APPLE-MAPLE BRINED PORK TENDERLOIN



Apple-Maple Brined Pork Tenderloin image

This is great served with rice pilaf and fresh green beans. For dessert I like to serve a huge slice of fresh peach pie topped with vanilla ice cream. (Talk about a great 4th of July feast--this is it).

Provided by The Range Rover

Categories     Pork

Time 8h25m

Yield 6 serving(s)

Number Of Ingredients 8

4 cups cold water
2 cups apple cider
1/2 cup maple syrup or 1/2 cup real maple syrup
1/4 cup salt
2 (1 lb) pork tenderloin (about)
1 tablespoon of chopped fresh rosemary leaf
1/2 teaspoon fresh coarse ground black pepper
1/4 teaspoon garlic powder

Steps:

  • Stir water, cider,maple syrup and salt in large container or stockpot until the salt is dissolved.
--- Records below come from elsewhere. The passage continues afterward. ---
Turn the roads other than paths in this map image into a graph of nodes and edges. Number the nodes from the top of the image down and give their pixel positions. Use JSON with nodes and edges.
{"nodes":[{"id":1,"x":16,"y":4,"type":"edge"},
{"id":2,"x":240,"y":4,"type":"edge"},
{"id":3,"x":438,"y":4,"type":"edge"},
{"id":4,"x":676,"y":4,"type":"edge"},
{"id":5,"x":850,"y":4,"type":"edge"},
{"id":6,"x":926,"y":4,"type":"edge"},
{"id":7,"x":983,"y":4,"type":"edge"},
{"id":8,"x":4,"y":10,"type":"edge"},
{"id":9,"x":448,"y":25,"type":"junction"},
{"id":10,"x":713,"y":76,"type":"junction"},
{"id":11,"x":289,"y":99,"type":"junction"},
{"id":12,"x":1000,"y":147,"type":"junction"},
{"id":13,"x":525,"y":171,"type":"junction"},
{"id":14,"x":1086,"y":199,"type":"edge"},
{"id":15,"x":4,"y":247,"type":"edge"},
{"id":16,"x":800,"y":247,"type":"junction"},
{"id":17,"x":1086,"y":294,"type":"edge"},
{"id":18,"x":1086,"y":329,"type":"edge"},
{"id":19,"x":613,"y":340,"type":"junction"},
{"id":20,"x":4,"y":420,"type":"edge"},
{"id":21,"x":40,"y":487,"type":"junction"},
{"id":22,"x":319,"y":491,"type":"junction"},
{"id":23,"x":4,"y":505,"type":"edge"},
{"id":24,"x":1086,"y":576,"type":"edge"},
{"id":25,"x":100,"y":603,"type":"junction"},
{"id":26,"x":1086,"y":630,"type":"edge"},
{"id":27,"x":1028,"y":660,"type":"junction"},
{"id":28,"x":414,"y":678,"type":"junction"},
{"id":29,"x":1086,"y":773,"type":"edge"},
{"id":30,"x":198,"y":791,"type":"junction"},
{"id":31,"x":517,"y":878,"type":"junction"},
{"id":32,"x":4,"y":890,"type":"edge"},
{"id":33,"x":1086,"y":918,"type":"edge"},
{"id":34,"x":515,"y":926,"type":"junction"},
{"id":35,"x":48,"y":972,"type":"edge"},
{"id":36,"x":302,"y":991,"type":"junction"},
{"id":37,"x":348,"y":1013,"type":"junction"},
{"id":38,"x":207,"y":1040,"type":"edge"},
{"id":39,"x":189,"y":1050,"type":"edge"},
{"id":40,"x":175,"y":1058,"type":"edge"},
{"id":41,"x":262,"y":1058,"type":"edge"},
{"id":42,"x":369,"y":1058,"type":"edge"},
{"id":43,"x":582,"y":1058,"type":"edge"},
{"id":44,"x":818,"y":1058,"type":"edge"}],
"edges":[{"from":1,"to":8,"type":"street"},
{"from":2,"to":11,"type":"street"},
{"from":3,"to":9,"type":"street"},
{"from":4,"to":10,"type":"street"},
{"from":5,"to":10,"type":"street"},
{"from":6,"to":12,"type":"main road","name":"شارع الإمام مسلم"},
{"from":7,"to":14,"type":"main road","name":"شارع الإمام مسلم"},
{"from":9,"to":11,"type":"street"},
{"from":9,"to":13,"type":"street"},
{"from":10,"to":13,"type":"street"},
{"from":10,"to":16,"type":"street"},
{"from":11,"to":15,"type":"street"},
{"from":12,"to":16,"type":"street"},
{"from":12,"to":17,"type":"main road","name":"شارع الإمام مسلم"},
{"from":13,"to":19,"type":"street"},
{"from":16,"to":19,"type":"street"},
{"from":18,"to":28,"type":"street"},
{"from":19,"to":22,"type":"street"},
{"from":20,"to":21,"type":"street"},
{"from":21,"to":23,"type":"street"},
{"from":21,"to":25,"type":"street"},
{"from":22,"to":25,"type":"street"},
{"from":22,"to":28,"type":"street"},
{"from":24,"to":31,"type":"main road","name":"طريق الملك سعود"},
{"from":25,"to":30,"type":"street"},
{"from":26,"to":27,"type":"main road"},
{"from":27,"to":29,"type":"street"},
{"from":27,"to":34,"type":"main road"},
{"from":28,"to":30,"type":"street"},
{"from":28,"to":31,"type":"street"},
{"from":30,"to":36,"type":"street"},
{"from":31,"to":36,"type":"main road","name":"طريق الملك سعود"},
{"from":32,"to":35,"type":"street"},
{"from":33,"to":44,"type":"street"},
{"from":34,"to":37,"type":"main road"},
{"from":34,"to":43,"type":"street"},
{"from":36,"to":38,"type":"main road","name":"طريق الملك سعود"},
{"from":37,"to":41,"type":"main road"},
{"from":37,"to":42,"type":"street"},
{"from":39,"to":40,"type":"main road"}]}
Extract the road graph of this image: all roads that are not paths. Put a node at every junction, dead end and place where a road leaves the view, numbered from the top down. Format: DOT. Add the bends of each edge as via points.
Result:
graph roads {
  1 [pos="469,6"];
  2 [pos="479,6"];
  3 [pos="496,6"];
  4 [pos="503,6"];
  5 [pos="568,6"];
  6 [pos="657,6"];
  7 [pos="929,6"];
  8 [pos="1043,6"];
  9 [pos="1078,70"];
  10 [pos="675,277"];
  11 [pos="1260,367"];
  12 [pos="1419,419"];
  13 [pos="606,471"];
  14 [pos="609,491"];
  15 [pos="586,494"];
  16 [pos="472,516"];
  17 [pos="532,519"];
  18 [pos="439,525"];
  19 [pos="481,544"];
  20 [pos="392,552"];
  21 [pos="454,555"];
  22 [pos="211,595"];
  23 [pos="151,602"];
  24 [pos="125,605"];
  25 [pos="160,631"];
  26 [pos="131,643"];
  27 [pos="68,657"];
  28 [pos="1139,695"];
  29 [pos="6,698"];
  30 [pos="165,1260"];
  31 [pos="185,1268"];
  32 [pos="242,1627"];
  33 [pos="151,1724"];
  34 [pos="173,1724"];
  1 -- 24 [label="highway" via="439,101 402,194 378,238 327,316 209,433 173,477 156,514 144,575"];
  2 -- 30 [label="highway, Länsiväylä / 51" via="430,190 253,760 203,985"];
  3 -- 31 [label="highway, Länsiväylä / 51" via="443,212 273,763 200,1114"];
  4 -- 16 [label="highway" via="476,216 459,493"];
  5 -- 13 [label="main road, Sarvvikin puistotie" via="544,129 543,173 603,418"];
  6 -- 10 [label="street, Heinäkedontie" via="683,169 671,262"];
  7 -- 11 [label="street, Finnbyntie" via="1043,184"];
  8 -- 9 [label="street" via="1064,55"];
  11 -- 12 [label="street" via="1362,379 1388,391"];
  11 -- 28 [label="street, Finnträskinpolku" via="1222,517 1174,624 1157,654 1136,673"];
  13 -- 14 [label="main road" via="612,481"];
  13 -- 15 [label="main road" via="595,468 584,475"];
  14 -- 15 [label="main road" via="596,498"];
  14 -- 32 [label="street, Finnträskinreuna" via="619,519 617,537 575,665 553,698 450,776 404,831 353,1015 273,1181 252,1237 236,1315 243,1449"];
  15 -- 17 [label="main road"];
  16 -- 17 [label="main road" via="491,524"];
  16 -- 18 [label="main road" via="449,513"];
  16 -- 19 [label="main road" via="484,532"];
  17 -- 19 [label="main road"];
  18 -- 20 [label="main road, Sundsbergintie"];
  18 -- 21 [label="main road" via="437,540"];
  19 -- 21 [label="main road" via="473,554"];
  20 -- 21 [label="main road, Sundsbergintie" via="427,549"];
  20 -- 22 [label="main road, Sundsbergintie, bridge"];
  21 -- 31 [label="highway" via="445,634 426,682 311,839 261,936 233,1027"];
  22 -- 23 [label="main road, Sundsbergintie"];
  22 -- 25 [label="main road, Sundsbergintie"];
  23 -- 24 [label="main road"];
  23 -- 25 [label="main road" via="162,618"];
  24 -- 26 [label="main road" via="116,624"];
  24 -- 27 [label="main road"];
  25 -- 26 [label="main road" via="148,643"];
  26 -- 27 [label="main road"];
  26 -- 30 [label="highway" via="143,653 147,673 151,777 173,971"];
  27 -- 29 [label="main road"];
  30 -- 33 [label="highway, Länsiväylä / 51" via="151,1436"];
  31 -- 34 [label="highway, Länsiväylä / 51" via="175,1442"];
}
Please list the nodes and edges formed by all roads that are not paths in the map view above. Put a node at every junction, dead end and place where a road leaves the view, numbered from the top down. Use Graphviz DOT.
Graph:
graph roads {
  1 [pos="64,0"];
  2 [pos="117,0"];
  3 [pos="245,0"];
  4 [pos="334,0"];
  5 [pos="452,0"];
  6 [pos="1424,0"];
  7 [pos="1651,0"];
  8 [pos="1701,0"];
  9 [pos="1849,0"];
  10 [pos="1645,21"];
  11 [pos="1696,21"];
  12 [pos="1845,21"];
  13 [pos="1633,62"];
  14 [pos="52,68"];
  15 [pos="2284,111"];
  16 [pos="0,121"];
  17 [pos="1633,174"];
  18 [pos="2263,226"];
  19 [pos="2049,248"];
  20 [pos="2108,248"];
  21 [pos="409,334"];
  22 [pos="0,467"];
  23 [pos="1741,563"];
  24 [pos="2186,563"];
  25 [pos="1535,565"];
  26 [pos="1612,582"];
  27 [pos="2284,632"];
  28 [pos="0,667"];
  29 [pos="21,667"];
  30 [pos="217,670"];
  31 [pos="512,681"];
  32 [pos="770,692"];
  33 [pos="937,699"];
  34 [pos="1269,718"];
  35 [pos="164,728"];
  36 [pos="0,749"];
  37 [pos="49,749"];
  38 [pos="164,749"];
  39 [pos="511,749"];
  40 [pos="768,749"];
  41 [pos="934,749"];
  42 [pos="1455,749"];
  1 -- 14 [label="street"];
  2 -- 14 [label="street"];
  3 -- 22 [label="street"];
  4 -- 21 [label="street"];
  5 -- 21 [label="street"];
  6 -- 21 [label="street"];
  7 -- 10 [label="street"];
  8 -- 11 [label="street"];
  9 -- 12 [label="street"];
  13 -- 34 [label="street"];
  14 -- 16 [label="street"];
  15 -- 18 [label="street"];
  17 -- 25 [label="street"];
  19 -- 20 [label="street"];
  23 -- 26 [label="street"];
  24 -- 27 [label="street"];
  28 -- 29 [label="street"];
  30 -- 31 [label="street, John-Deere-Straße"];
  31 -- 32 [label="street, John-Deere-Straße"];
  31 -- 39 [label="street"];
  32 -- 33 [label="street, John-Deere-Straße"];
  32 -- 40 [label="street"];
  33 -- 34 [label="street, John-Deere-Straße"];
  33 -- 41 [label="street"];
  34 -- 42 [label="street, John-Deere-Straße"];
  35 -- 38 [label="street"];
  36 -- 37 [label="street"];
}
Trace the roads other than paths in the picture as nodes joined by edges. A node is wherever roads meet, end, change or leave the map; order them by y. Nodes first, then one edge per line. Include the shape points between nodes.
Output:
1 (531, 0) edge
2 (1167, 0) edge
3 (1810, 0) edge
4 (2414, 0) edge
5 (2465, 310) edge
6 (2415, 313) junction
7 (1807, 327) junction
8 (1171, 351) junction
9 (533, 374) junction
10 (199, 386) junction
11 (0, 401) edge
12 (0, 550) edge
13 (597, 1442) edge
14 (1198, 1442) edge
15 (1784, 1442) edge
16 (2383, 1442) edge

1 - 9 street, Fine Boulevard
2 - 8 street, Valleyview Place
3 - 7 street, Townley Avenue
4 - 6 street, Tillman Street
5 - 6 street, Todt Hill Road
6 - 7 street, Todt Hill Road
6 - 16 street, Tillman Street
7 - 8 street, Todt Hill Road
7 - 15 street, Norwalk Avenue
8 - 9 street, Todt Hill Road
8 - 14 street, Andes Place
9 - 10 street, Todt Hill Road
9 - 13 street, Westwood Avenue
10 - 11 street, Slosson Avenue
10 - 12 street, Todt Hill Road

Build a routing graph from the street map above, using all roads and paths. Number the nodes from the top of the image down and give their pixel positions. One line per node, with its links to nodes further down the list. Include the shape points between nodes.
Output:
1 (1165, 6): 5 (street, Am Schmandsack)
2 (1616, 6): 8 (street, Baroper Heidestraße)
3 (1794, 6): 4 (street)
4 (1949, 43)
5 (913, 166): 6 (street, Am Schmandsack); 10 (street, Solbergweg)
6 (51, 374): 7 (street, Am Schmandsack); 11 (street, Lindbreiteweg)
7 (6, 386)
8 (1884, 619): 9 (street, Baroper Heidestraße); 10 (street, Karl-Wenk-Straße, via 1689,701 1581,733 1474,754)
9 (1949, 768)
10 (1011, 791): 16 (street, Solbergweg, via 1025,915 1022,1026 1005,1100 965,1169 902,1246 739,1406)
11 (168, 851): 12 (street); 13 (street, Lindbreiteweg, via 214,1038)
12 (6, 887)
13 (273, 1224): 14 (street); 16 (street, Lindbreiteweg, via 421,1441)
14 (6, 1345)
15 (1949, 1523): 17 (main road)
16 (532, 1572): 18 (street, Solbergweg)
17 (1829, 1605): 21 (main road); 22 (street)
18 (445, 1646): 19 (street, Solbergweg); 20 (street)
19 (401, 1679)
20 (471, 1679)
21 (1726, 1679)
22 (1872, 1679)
Add the pork to the brine mixture. Cover and refrigerate for at least 8 hours, but no longer than 12.
  • Heat coals of gas grill for direct heat. Remove pork from brine mixture and rinse thoroughly under cool running water; pat dry.
  • Discard brine. Sprinkle pork with rosemary, pepper, and garlic powder.
  • Cover and grill pork 4 to 6 inches from medium heat 20 to 25 minutes, turning occasionally, until pork has a slight blush of pink in center and reads 160°F on a meat thermometer.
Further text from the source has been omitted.